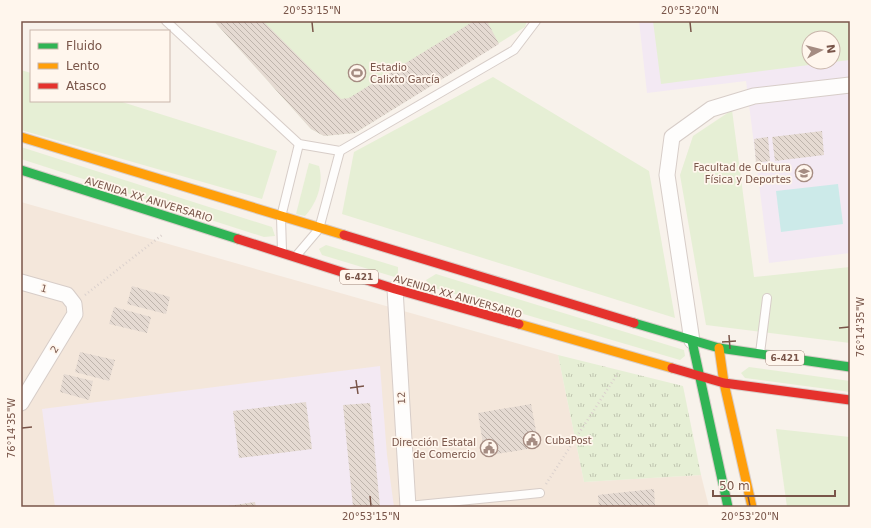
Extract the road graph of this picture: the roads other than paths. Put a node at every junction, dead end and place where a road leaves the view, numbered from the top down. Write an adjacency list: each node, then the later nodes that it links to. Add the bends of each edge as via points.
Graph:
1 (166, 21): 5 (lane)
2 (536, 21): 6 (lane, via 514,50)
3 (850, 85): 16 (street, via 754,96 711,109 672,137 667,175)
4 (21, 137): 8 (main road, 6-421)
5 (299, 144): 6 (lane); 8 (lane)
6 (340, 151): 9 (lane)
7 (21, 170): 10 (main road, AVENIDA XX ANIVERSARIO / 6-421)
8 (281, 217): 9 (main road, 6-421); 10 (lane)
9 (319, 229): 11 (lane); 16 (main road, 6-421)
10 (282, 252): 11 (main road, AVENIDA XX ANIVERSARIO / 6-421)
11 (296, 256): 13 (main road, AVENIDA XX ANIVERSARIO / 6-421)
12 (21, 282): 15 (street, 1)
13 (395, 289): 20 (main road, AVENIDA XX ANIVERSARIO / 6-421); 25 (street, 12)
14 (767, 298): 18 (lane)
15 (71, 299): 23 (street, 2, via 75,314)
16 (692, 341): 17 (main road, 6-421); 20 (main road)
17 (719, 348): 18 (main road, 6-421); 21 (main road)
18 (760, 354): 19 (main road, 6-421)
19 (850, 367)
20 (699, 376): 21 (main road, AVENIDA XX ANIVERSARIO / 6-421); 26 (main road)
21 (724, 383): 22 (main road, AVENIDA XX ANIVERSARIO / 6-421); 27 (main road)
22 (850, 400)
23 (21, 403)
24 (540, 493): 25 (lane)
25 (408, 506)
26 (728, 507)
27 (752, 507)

* * *

Exercise: Repeat the material exactly, without images.

Result of the exercise:
Extract the road graph of this picture: the roads other than paths. Put a node at every junction, dead end and place where a road leaves the view, numbered from the top down. Write an adjacency list: each node, then the later nodes that it links to. Add the bends of each edge as via points.
Graph:
1 (166, 21): 5 (lane)
2 (536, 21): 6 (lane, via 514,50)
3 (850, 85): 16 (street, via 754,96 711,109 672,137 667,175)
4 (21, 137): 8 (main road, 6-421)
5 (299, 144): 6 (lane); 8 (lane)
6 (340, 151): 9 (lane)
7 (21, 170): 10 (main road, AVENIDA XX ANIVERSARIO / 6-421)
8 (281, 217): 9 (main road, 6-421); 10 (lane)
9 (319, 229): 11 (lane); 16 (main road, 6-421)
10 (282, 252): 11 (main road, AVENIDA XX ANIVERSARIO / 6-421)
11 (296, 256): 13 (main road, AVENIDA XX ANIVERSARIO / 6-421)
12 (21, 282): 15 (street, 1)
13 (395, 289): 20 (main road, AVENIDA XX ANIVERSARIO / 6-421); 25 (street, 12)
14 (767, 298): 18 (lane)
15 (71, 299): 23 (street, 2, via 75,314)
16 (692, 341): 17 (main road, 6-421); 20 (main road)
17 (719, 348): 18 (main road, 6-421); 21 (main road)
18 (760, 354): 19 (main road, 6-421)
19 (850, 367)
20 (699, 376): 21 (main road, AVENIDA XX ANIVERSARIO / 6-421); 26 (main road)
21 (724, 383): 22 (main road, AVENIDA XX ANIVERSARIO / 6-421); 27 (main road)
22 (850, 400)
23 (21, 403)
24 (540, 493): 25 (lane)
25 (408, 506)
26 (728, 507)
27 (752, 507)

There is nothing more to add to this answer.